President Mauricio Macri’s 59th birthday on Thursday arrives early into a stellar international year which will culminate in Argentina chairing the G20. But on the day itself that number of 20 took on an entirely different meaning – the dollar broke the psychological 20-peso barrier for the first time. It might seem hard to see this as a birthday present for Macri, given the inflationary pressures added to an index already struggling to cope with transport and utility bill updating and higher fuel prices, but in certain ways it is. If economic health demands more realistic pricing for transport and utility billing (to reduce the subsidy mountain), why not for the dollar too? In many ways a more competitive exchange rate was the chief objective of the “recalibration” of this year’s inflation targets at the end of 2017 – both the trade figures and the balance of payments stand to gain (not to mention the Central Bank’s quasi-fiscal deficit being magically slashed since its assets are almost entirely in dollars in the form of reserves while its liabilities such as Lebacs etc. are measured in pesos). Other factors have contributed to the surge – the grain freight conflict limiting export dollars, the usual summer vacation demand for trips abroad and the ongoing five-day bank hiatus between strikes and Carnival – but much of it seems a deliberate consequence of “recalibration.”

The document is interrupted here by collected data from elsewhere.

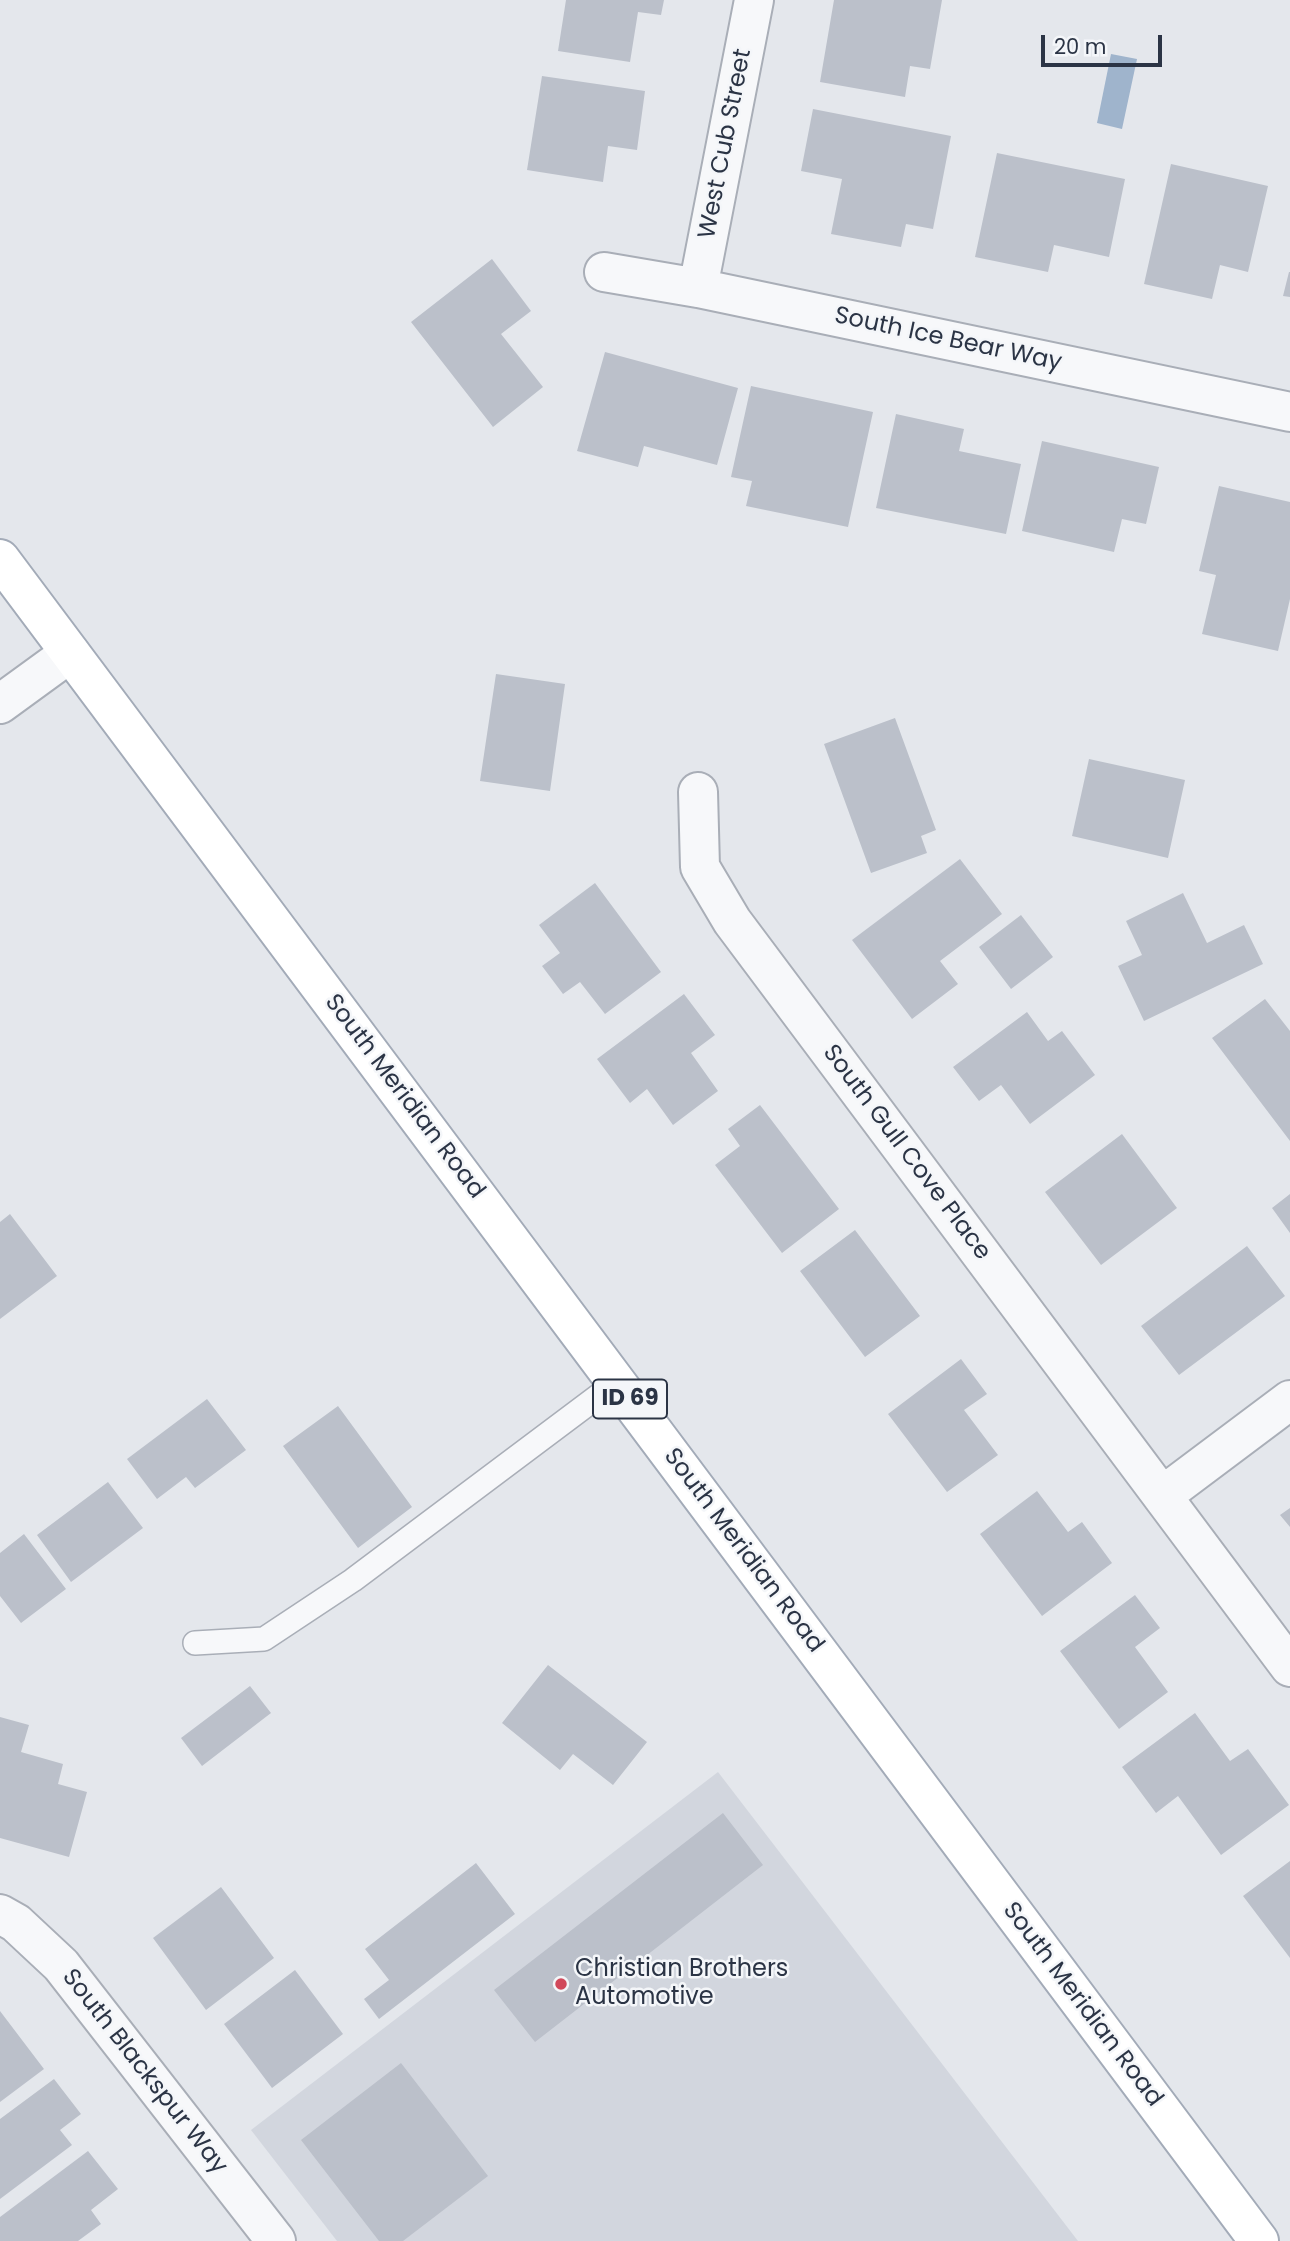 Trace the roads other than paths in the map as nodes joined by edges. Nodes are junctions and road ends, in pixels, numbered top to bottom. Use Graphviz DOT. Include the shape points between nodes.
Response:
graph roads {
  1 [pos="754,0"];
  2 [pos="604,272"];
  3 [pos="698,288"];
  4 [pos="1290,412"];
  5 [pos="0,559"];
  6 [pos="70,653"];
  7 [pos="0,704"];
  8 [pos="698,792"];
  9 [pos="617,1382"];
  10 [pos="1290,1400"];
  11 [pos="1162,1496"];
  12 [pos="195,1643"];
  13 [pos="1290,1667"];
  14 [pos="0,1914"];
  15 [pos="276,2241"];
  16 [pos="1258,2241"];
  1 -- 3 [label="street, West Cub Street"];
  2 -- 3 [label="street, South Ice Bear Way"];
  3 -- 4 [label="street, South Ice Bear Way"];
  5 -- 6 [label="main road, South Meridian Road / ID 69"];
  6 -- 7 [label="street"];
  6 -- 9 [label="main road, South Meridian Road / ID 69"];
  8 -- 11 [label="street, South Gull Cove Place" via="700,867 732,921"];
  9 -- 12 [label="lane" via="353,1580 264,1639"];
  9 -- 16 [label="main road, South Meridian Road / ID 69"];
  10 -- 11 [label="street"];
  11 -- 13 [label="street, South Gull Cove Place"];
  14 -- 15 [label="street, South Blackspur Way" via="61,1965"];
}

The dollar has become so central a part of national life that many people tend to assume that its movements are entirely the product of Argentine conditions and forget that it is actually the currency of another country (namely, the United States). Nor is it as if nothing were happening in that homeland to influence the exchange rate – thus Wall Street has lost over four percent of its value twice in one week following a two-year bonanza. These plunges anticipate rising interest rates and the 70-billion-peso bond placed here on the market on Wednesday could be seen as a bid to stay ahead of the game. Yet time is rapidly running out for a policy of financing deficit with debt which in any case could only have lasted a couple of years more at most. These global trends might well prove a turning-point for the economic policies of the Macri administration – food for thought at next week’s spiritual retreat in Chapadmalal.
If the higher interest rates now hitting Wall Street end up causing a massive capital flight from emerging markets, Argentina has a Plan B – some estimates of Argentine money stashed abroad have approximated 80 percent of the economy and all the government has to do (so little and so much at the same time) is create confidence in order to start tapping that wealth. Last year’s successful tax whitewash shows the way, as does Wednesday’s peso bond far more recently. But creating confidence will require something more than winning elections – Macri’s Cambiemos coalition will need to live up to its “Let’s Change” label with some major reforms and no currency is credible at current levels of inflation. Now that the outside world seems to be closing down the easy way out of debt, Macri needs to start exploring the alternatives – perhaps gradualism as such needs to be “recalibrated,” not just this year’s inflation targets. For President Macri, life could begin at 59.